Source data:

╔══

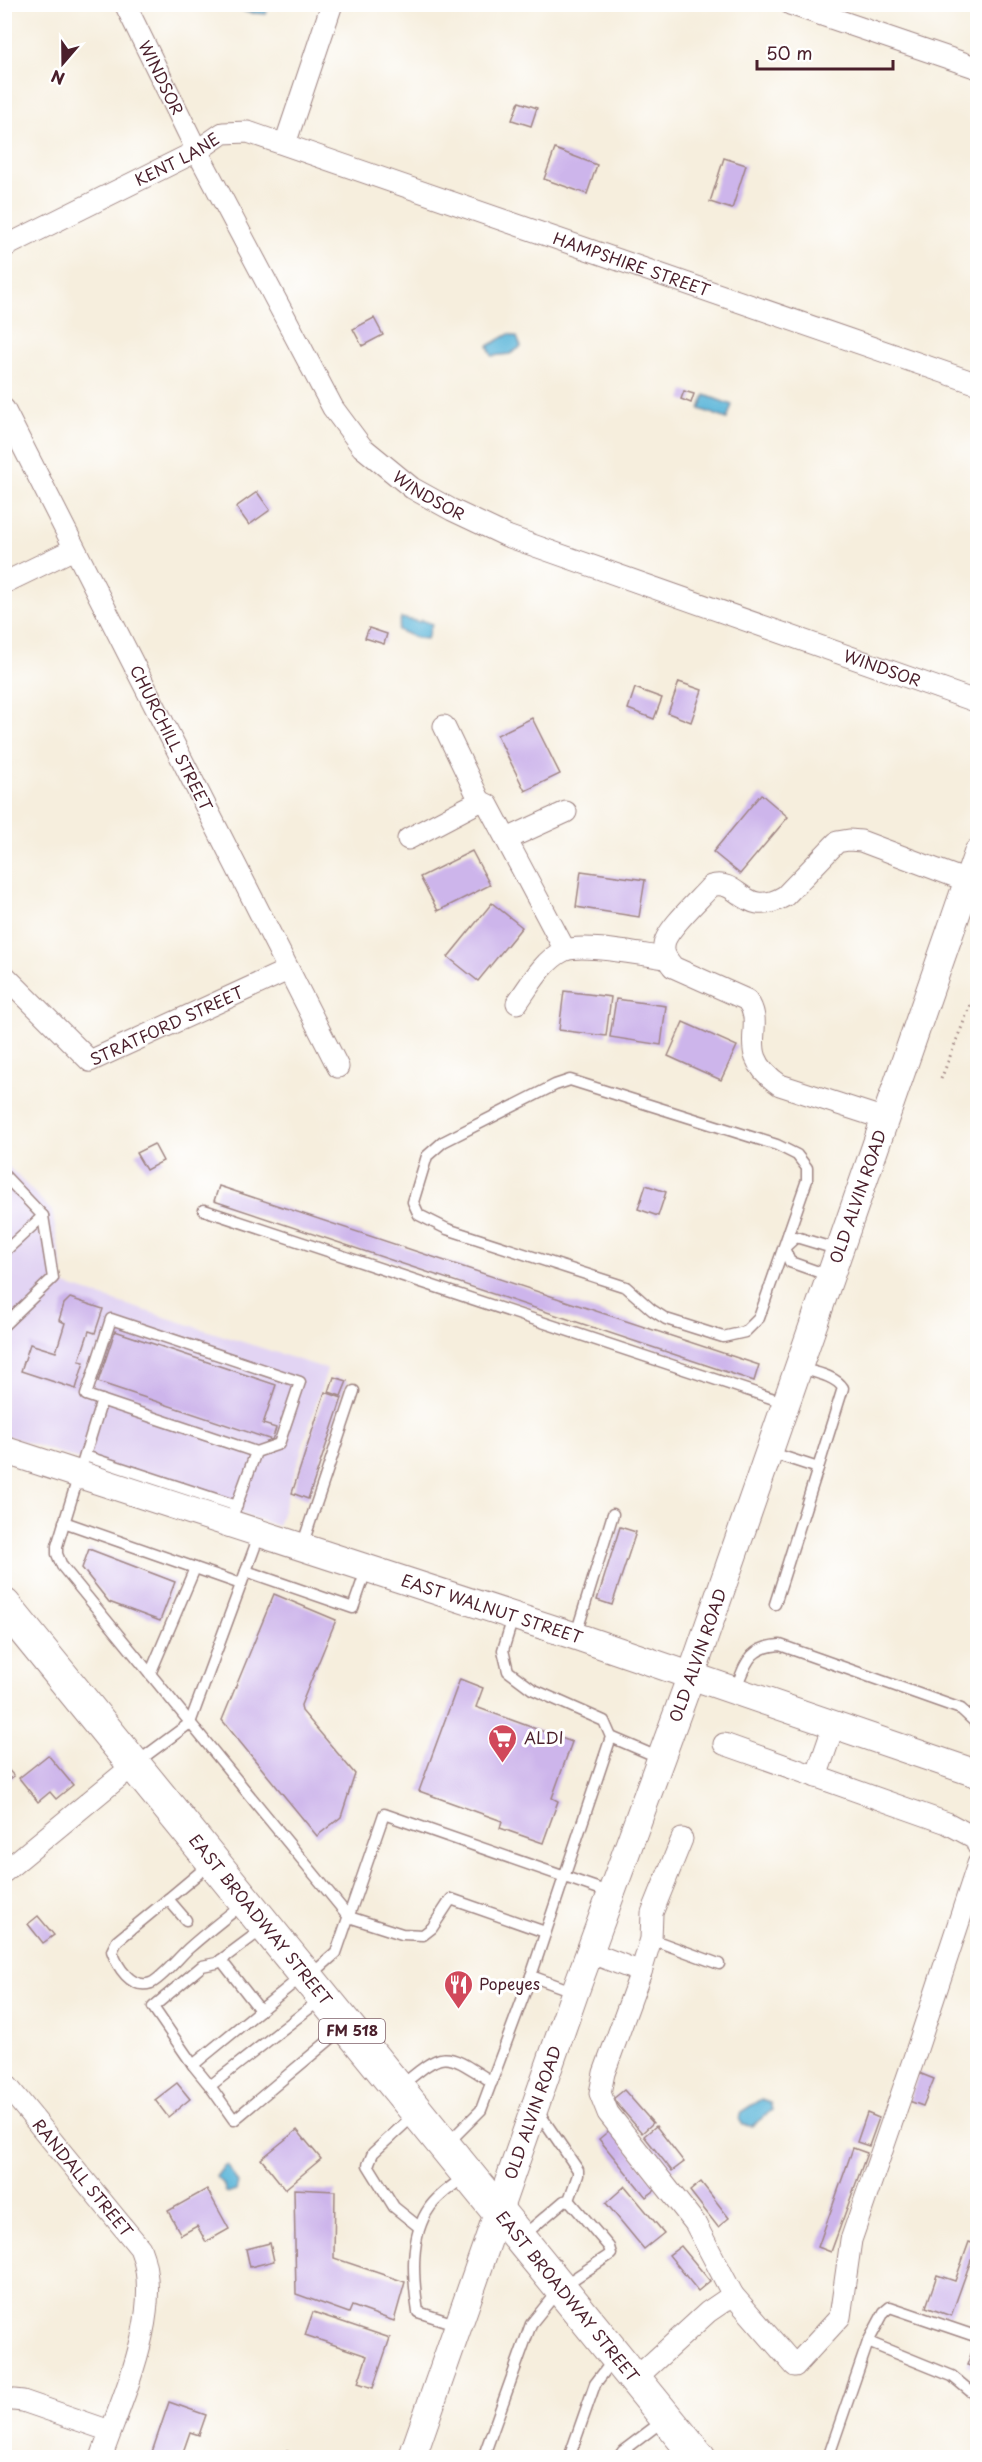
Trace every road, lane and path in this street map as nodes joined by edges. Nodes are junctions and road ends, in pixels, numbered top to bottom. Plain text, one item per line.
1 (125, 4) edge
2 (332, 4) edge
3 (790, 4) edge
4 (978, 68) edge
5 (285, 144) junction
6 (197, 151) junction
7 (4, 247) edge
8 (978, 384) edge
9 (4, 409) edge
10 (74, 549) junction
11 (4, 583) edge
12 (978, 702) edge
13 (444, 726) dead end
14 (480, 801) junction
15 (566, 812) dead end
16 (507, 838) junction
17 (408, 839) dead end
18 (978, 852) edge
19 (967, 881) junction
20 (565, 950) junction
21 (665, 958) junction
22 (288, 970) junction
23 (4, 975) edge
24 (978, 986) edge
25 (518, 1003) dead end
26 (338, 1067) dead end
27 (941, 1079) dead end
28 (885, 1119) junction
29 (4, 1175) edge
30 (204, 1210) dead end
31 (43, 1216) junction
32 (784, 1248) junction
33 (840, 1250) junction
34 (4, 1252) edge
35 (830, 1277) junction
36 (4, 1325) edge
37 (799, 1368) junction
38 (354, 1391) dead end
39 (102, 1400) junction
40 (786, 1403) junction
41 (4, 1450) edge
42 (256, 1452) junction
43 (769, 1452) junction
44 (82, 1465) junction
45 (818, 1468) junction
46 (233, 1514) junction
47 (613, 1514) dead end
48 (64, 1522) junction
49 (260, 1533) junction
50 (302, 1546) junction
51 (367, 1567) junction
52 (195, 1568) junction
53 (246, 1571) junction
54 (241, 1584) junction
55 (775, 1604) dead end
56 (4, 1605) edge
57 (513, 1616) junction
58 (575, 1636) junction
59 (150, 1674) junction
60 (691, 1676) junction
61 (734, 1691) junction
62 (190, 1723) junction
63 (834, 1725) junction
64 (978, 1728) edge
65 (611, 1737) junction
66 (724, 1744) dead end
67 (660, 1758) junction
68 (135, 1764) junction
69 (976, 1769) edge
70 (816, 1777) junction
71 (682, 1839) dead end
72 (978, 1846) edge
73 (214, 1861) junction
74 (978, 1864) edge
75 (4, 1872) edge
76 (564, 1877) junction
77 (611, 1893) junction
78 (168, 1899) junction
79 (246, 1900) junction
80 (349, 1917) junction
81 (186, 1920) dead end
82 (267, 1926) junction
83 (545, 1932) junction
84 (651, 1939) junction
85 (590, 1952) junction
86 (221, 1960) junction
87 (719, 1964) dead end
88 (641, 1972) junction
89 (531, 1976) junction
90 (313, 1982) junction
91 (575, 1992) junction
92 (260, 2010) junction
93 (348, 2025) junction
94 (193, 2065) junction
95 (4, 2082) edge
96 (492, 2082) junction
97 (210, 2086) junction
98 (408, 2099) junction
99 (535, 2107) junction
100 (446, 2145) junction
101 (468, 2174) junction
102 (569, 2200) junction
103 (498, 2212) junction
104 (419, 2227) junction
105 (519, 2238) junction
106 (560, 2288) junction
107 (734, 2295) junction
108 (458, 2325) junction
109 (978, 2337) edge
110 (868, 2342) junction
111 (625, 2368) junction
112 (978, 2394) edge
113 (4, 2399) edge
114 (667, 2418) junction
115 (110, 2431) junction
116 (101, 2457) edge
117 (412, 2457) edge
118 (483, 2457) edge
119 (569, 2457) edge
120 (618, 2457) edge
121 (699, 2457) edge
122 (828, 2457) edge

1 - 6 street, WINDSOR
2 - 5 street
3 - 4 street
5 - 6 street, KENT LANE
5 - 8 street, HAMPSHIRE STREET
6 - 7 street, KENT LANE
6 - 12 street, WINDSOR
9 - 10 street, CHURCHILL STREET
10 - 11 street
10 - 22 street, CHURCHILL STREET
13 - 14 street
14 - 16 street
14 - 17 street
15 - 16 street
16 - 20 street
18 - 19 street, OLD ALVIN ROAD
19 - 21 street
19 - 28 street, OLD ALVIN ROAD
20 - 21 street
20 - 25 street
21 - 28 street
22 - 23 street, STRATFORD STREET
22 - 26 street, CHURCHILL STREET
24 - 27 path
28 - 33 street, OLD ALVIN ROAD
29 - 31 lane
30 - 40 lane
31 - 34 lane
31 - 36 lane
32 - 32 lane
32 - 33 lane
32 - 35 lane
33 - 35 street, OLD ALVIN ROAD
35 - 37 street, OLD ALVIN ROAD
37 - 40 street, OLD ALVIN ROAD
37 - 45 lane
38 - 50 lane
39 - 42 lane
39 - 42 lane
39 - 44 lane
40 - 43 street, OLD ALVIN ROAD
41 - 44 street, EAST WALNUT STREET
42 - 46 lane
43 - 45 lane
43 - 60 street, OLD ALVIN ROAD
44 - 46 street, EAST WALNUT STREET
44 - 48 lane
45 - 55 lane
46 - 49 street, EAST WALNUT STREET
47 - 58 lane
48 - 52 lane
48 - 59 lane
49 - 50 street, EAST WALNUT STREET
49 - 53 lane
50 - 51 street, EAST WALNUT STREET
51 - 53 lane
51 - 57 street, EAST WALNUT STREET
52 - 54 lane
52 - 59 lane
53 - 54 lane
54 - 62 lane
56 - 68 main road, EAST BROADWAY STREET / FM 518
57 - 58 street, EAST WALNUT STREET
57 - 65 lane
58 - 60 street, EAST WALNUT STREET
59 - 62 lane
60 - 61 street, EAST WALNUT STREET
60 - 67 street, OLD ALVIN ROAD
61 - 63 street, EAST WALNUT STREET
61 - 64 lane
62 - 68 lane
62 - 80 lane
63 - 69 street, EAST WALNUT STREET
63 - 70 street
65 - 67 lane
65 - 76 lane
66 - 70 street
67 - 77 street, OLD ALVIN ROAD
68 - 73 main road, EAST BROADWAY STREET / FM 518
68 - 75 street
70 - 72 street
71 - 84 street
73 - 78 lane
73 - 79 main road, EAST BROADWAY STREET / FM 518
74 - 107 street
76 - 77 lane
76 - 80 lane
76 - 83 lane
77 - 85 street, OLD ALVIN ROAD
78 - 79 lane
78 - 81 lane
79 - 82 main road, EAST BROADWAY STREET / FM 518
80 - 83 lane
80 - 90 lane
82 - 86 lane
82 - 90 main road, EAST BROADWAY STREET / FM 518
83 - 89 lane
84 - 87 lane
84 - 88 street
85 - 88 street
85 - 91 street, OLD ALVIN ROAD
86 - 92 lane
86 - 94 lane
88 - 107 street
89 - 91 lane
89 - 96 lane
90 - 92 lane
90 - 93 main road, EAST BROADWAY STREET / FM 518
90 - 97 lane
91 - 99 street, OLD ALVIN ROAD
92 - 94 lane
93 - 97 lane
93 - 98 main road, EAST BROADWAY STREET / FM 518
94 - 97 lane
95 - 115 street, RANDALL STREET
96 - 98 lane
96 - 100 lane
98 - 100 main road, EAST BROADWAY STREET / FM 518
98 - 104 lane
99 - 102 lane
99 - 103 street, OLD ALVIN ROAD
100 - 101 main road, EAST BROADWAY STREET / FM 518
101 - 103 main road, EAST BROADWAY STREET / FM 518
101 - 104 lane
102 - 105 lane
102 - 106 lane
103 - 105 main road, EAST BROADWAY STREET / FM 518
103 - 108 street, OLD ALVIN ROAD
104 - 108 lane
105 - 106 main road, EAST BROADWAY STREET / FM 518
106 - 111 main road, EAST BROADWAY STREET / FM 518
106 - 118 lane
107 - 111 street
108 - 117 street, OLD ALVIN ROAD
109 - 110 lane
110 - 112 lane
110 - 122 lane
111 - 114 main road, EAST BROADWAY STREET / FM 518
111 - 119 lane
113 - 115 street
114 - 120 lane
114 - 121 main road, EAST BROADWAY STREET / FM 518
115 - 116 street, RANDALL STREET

╚══

**What is needed:** Hand back all the entries exactly, leaving out the pictures.

**Answer space:**
Trace every road, lane and path in this street map as nodes joined by edges. Nodes are junctions and road ends, in pixels, numbered top to bottom. Plain text, one item per line.
1 (125, 4) edge
2 (332, 4) edge
3 (790, 4) edge
4 (978, 68) edge
5 (285, 144) junction
6 (197, 151) junction
7 (4, 247) edge
8 (978, 384) edge
9 (4, 409) edge
10 (74, 549) junction
11 (4, 583) edge
12 (978, 702) edge
13 (444, 726) dead end
14 (480, 801) junction
15 (566, 812) dead end
16 (507, 838) junction
17 (408, 839) dead end
18 (978, 852) edge
19 (967, 881) junction
20 (565, 950) junction
21 (665, 958) junction
22 (288, 970) junction
23 (4, 975) edge
24 (978, 986) edge
25 (518, 1003) dead end
26 (338, 1067) dead end
27 (941, 1079) dead end
28 (885, 1119) junction
29 (4, 1175) edge
30 (204, 1210) dead end
31 (43, 1216) junction
32 (784, 1248) junction
33 (840, 1250) junction
34 (4, 1252) edge
35 (830, 1277) junction
36 (4, 1325) edge
37 (799, 1368) junction
38 (354, 1391) dead end
39 (102, 1400) junction
40 (786, 1403) junction
41 (4, 1450) edge
42 (256, 1452) junction
43 (769, 1452) junction
44 (82, 1465) junction
45 (818, 1468) junction
46 (233, 1514) junction
47 (613, 1514) dead end
48 (64, 1522) junction
49 (260, 1533) junction
50 (302, 1546) junction
51 (367, 1567) junction
52 (195, 1568) junction
53 (246, 1571) junction
54 (241, 1584) junction
55 (775, 1604) dead end
56 (4, 1605) edge
57 (513, 1616) junction
58 (575, 1636) junction
59 (150, 1674) junction
60 (691, 1676) junction
61 (734, 1691) junction
62 (190, 1723) junction
63 (834, 1725) junction
64 (978, 1728) edge
65 (611, 1737) junction
66 (724, 1744) dead end
67 (660, 1758) junction
68 (135, 1764) junction
69 (976, 1769) edge
70 (816, 1777) junction
71 (682, 1839) dead end
72 (978, 1846) edge
73 (214, 1861) junction
74 (978, 1864) edge
75 (4, 1872) edge
76 (564, 1877) junction
77 (611, 1893) junction
78 (168, 1899) junction
79 (246, 1900) junction
80 (349, 1917) junction
81 (186, 1920) dead end
82 (267, 1926) junction
83 (545, 1932) junction
84 (651, 1939) junction
85 (590, 1952) junction
86 (221, 1960) junction
87 (719, 1964) dead end
88 (641, 1972) junction
89 (531, 1976) junction
90 (313, 1982) junction
91 (575, 1992) junction
92 (260, 2010) junction
93 (348, 2025) junction
94 (193, 2065) junction
95 (4, 2082) edge
96 (492, 2082) junction
97 (210, 2086) junction
98 (408, 2099) junction
99 (535, 2107) junction
100 (446, 2145) junction
101 (468, 2174) junction
102 (569, 2200) junction
103 (498, 2212) junction
104 (419, 2227) junction
105 (519, 2238) junction
106 (560, 2288) junction
107 (734, 2295) junction
108 (458, 2325) junction
109 (978, 2337) edge
110 (868, 2342) junction
111 (625, 2368) junction
112 (978, 2394) edge
113 (4, 2399) edge
114 (667, 2418) junction
115 (110, 2431) junction
116 (101, 2457) edge
117 (412, 2457) edge
118 (483, 2457) edge
119 (569, 2457) edge
120 (618, 2457) edge
121 (699, 2457) edge
122 (828, 2457) edge

1 - 6 street, WINDSOR
2 - 5 street
3 - 4 street
5 - 6 street, KENT LANE
5 - 8 street, HAMPSHIRE STREET
6 - 7 street, KENT LANE
6 - 12 street, WINDSOR
9 - 10 street, CHURCHILL STREET
10 - 11 street
10 - 22 street, CHURCHILL STREET
13 - 14 street
14 - 16 street
14 - 17 street
15 - 16 street
16 - 20 street
18 - 19 street, OLD ALVIN ROAD
19 - 21 street
19 - 28 street, OLD ALVIN ROAD
20 - 21 street
20 - 25 street
21 - 28 street
22 - 23 street, STRATFORD STREET
22 - 26 street, CHURCHILL STREET
24 - 27 path
28 - 33 street, OLD ALVIN ROAD
29 - 31 lane
30 - 40 lane
31 - 34 lane
31 - 36 lane
32 - 32 lane
32 - 33 lane
32 - 35 lane
33 - 35 street, OLD ALVIN ROAD
35 - 37 street, OLD ALVIN ROAD
37 - 40 street, OLD ALVIN ROAD
37 - 45 lane
38 - 50 lane
39 - 42 lane
39 - 42 lane
39 - 44 lane
40 - 43 street, OLD ALVIN ROAD
41 - 44 street, EAST WALNUT STREET
42 - 46 lane
43 - 45 lane
43 - 60 street, OLD ALVIN ROAD
44 - 46 street, EAST WALNUT STREET
44 - 48 lane
45 - 55 lane
46 - 49 street, EAST WALNUT STREET
47 - 58 lane
48 - 52 lane
48 - 59 lane
49 - 50 street, EAST WALNUT STREET
49 - 53 lane
50 - 51 street, EAST WALNUT STREET
51 - 53 lane
51 - 57 street, EAST WALNUT STREET
52 - 54 lane
52 - 59 lane
53 - 54 lane
54 - 62 lane
56 - 68 main road, EAST BROADWAY STREET / FM 518
57 - 58 street, EAST WALNUT STREET
57 - 65 lane
58 - 60 street, EAST WALNUT STREET
59 - 62 lane
60 - 61 street, EAST WALNUT STREET
60 - 67 street, OLD ALVIN ROAD
61 - 63 street, EAST WALNUT STREET
61 - 64 lane
62 - 68 lane
62 - 80 lane
63 - 69 street, EAST WALNUT STREET
63 - 70 street
65 - 67 lane
65 - 76 lane
66 - 70 street
67 - 77 street, OLD ALVIN ROAD
68 - 73 main road, EAST BROADWAY STREET / FM 518
68 - 75 street
70 - 72 street
71 - 84 street
73 - 78 lane
73 - 79 main road, EAST BROADWAY STREET / FM 518
74 - 107 street
76 - 77 lane
76 - 80 lane
76 - 83 lane
77 - 85 street, OLD ALVIN ROAD
78 - 79 lane
78 - 81 lane
79 - 82 main road, EAST BROADWAY STREET / FM 518
80 - 83 lane
80 - 90 lane
82 - 86 lane
82 - 90 main road, EAST BROADWAY STREET / FM 518
83 - 89 lane
84 - 87 lane
84 - 88 street
85 - 88 street
85 - 91 street, OLD ALVIN ROAD
86 - 92 lane
86 - 94 lane
88 - 107 street
89 - 91 lane
89 - 96 lane
90 - 92 lane
90 - 93 main road, EAST BROADWAY STREET / FM 518
90 - 97 lane
91 - 99 street, OLD ALVIN ROAD
92 - 94 lane
93 - 97 lane
93 - 98 main road, EAST BROADWAY STREET / FM 518
94 - 97 lane
95 - 115 street, RANDALL STREET
96 - 98 lane
96 - 100 lane
98 - 100 main road, EAST BROADWAY STREET / FM 518
98 - 104 lane
99 - 102 lane
99 - 103 street, OLD ALVIN ROAD
100 - 101 main road, EAST BROADWAY STREET / FM 518
101 - 103 main road, EAST BROADWAY STREET / FM 518
101 - 104 lane
102 - 105 lane
102 - 106 lane
103 - 105 main road, EAST BROADWAY STREET / FM 518
103 - 108 street, OLD ALVIN ROAD
104 - 108 lane
105 - 106 main road, EAST BROADWAY STREET / FM 518
106 - 111 main road, EAST BROADWAY STREET / FM 518
106 - 118 lane
107 - 111 street
108 - 117 street, OLD ALVIN ROAD
109 - 110 lane
110 - 112 lane
110 - 122 lane
111 - 114 main road, EAST BROADWAY STREET / FM 518
111 - 119 lane
113 - 115 street
114 - 120 lane
114 - 121 main road, EAST BROADWAY STREET / FM 518
115 - 116 street, RANDALL STREET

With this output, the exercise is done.